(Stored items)
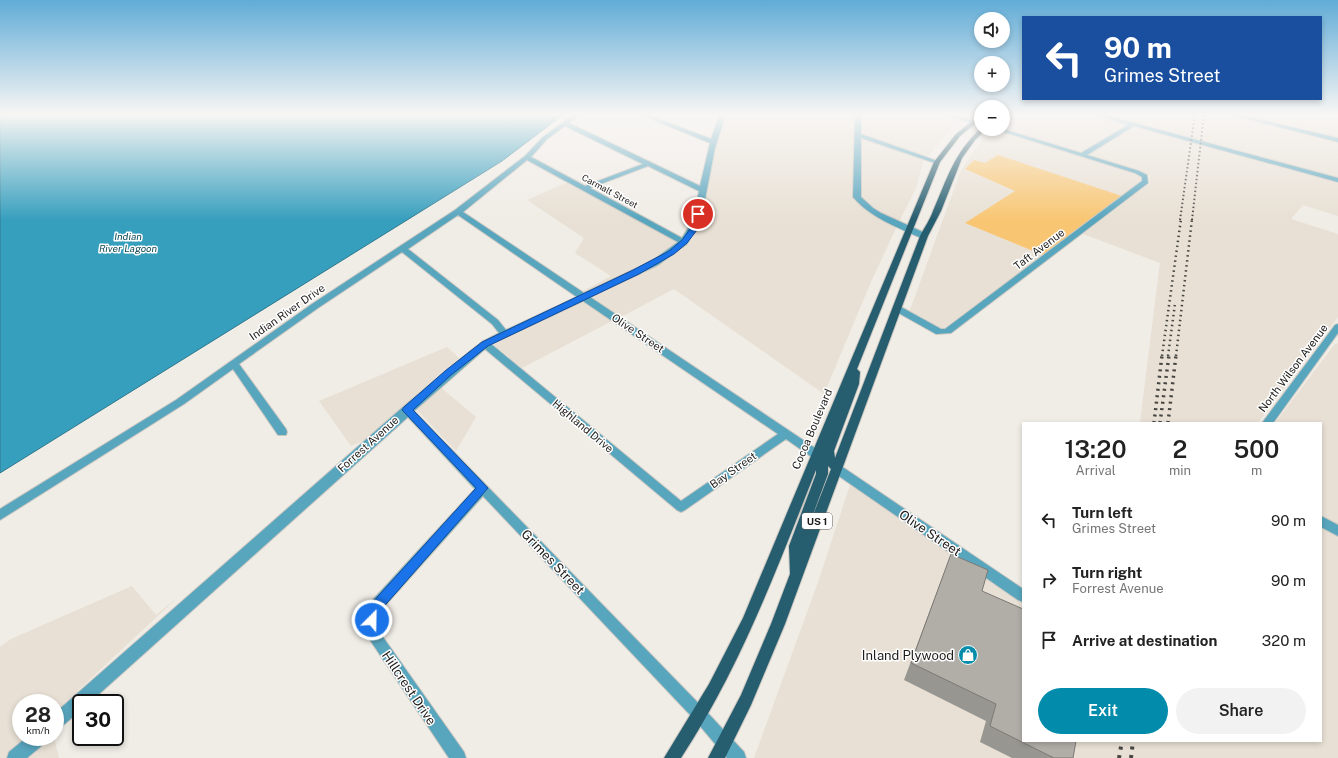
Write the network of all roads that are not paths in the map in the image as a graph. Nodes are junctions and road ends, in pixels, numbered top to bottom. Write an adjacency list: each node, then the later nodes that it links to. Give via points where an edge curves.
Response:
1 (534, 149): 13 (street, Indian River Drive)
2 (618, 149): 15 (street)
3 (711, 149): 20 (street, Forrest Avenue)
4 (858, 149): 22 (street, via 857,197 870,210)
5 (901, 149): 14 (street)
6 (946, 149): 11 (main road, Cocoa Boulevard / US 1)
7 (964, 149): 16 (main road, US 1)
8 (1064, 149): 12 (street)
9 (1091, 149): 12 (street)
10 (1226, 149): 18 (street)
11 (944, 152): 14 (main road, Cocoa Boulevard / US 1); 16 (main road)
12 (1082, 155): 27 (street, Taft Avenue, via 1138,172 1145,176 1146,182 948,331 939,332)
13 (527, 157): 19 (street, Carmalt Street); 21 (street, Indian River Drive)
14 (937, 162): 17 (main road, via 944,169); 22 (main road, Cocoa Boulevard / US 1)
15 (648, 164): 19 (street); 20 (street)
16 (949, 164): 17 (main road, US 1)
17 (948, 180): 23 (main road, US 1, via 937,211)
18 (1338, 180)
19 (585, 188): 24 (street, Carmalt Street)
20 (703, 190): 24 (street, Forrest Avenue, via 697,220)
21 (458, 212): 25 (street, Indian River Drive); 26 (street, Olive Street)
22 (911, 229): 23 (street); 31 (main road, Cocoa Boulevard / US 1)
23 (924, 236): 27 (main road, US 1)
24 (684, 242): 26 (street, Forrest Avenue, via 655,263)
25 (403, 249): 29 (street, via 495,322); 32 (street, Indian River Drive, via 315,306)
26 (584, 297): 29 (street, Forrest Avenue); 36 (street, Olive Street)
27 (898, 310): 38 (main road, US 1)
28 (1337, 331): 34 (street, North Wilson Avenue)
29 (505, 334): 30 (street, Forrest Avenue)
30 (485, 344): 33 (street, Forrest Avenue); 40 (street, Highland Drive)
31 (856, 362): 37 (main road, Cocoa Boulevard / US 1); 38 (main road, via 854,384 828,451 830,461)
32 (234, 364): 35 (street); 41 (street, Indian River Drive, via 180,402)
33 (407, 410): 39 (street, Grimes Street); 46 (street, Forrest Avenue)
34 (1268, 422)
35 (282, 432)
36 (785, 434): 37 (street, Olive Street); 40 (street, Bay Street)
37 (817, 455): 44 (main road, via 822,462 822,474 795,546); 47 (main road, Cocoa Boulevard / US 1, via 744,630 720,681)
38 (837, 469): 44 (main road, US 1); 45 (street, Olive Street)
39 (483, 488): 47 (street, Grimes Street); 51 (street, Hillcrest Drive, via 374,608 371,631)
40 (681, 507)
41 (0, 515)
42 (1322, 522): 43 (street)
43 (1338, 531)
44 (796, 576): 48 (main road, US 1, via 757,675)
45 (1022, 595)
46 (64, 715)
47 (700, 715): 48 (street, Grimes Street); 52 (main road, Cocoa Boulevard / US 1)
48 (724, 743): 53 (main road, US 1); 54 (street, Grimes Street)
49 (29, 746): 50 (street)
50 (15, 758)
51 (458, 758)
52 (672, 758)
53 (716, 758)
54 (738, 758)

§ EXERCISE DETAILS
Pick each line holding "Olive" out of the entries above and return it.

§ SOLUTION FOR THIS TASK
21 (458, 212): 25 (street, Indian River Drive); 26 (street, Olive Street)
26 (584, 297): 29 (street, Forrest Avenue); 36 (street, Olive Street)
36 (785, 434): 37 (street, Olive Street); 40 (street, Bay Street)
38 (837, 469): 44 (main road, US 1); 45 (street, Olive Street)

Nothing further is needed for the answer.